Densho Digital Archive
Manzanar National Historic Site Collection
Title: Richard Sakurai Interview
Narrator: Richard Sakurai
Interviewer: Richard Potashin
Location: Portland, Oregon
Date: July 24, 2010
Densho ID: denshovh-srichard-01-0011

<Begin Segment 11>

RP: Where were you sent after you left Troutdale?

RS: To the Portland Assembly Center at the Expo Center which is still there.

RP: Had you ever visited that center as a kid growing up on a field trip or any other --

RS: Yeah, as a kid I remember the schools every once in a while when they had an expo show, the school would sometimes have a field trip there and we would... I remember going there, yeah, so I knew the place.

RP: What were are some of your most vivid memories of the short time you spent there?

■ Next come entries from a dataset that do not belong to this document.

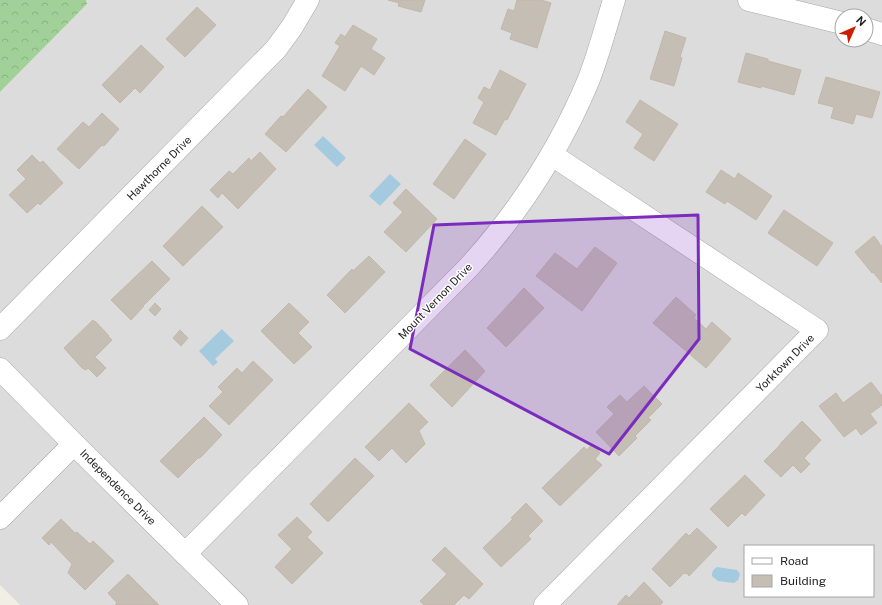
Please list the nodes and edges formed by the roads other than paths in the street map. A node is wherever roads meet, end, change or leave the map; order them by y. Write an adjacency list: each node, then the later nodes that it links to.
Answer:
1 (308, 0): 7 (street, Hawthorne Drive)
2 (614, 0): 6 (street, Mount Vernon Drive)
3 (749, 0): 4 (street)
4 (803, 7): 5 (street)
5 (834, 20)
6 (552, 155): 11 (street, Mount Vernon Drive); 13 (street, Yorktown Drive)
7 (0, 329)
8 (0, 369): 9 (street, Independence Drive)
9 (74, 444): 10 (street); 11 (street, Independence Drive)
10 (0, 518)
11 (185, 554): 12 (street, Independence Drive)
12 (237, 605)
13 (545, 605)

RS: Well, the most vivid one is the one when I mentioned there is about walking out the door of the building which had a fence surrounding it, and soldiers outside the fence and guard towers every once in a while, walking out the door into the space between the building and the fence and looking up at the guard tower and seeing the machine gun pointed directly at me. And the soldier, a really nervous looking soldier standing or sitting behind that machine gun holding the machine gun and looking right directly at me. And there's this soldier with a machine gun pointed right at me and I was just stunned. It was just... it was a real big shock and I think that was the moment that I knew I was in jail. Before, you see, I knew that I was going into someplace that I didn't know anything about and of course I knew that there were soldiers around there and so forth. But to really understand what the situation was like was to have that experience of having that machine gun pointed at me with the soldier behind it. Of course it was very early in the time that we were all there so the soldier, of course, he was just a young kid and he was nervous, you could see he was nervous. He didn't know what was going to happen and so he was supposed to make sure that none of us escaped. And he sees this boy coming, walking out the door, he's got to watch and see and he got to be able to do the right thing. Well, that, to me, that was a really shocking thing. It really made me think about where I was. Of course, there were a lot of other things in the assembly center. Being able to play baseball in a league, there was an internal league there. And I got to play baseball game on a regular basis.

RP: Did you have a team?

RS: Yeah, there was a team I was on and there was a schedule for us and we played. That was a great thing from my point of view. And I think I mentioned in there about going out in the middle of the night to go to the bathroom and it was very quiet because everybody was sleeping. But during that walk to the bathroom, which is several hundred feet away, I could hear this woman crying. And she was just crying and crying, terrible crying, it really, really... she was so sad about something and I can still hear it, I can still hear it. There are lots of experiences like that coming from a country, out in the country where you don't... it's a small community out there and then go to the place there and under one roof there's 3,000 people. And all sorts of things are going on and I never experienced those things before, and never experienced hearing something like that. It's something that's haunted me forever. First time some significant thing happens, some things you keep remembering.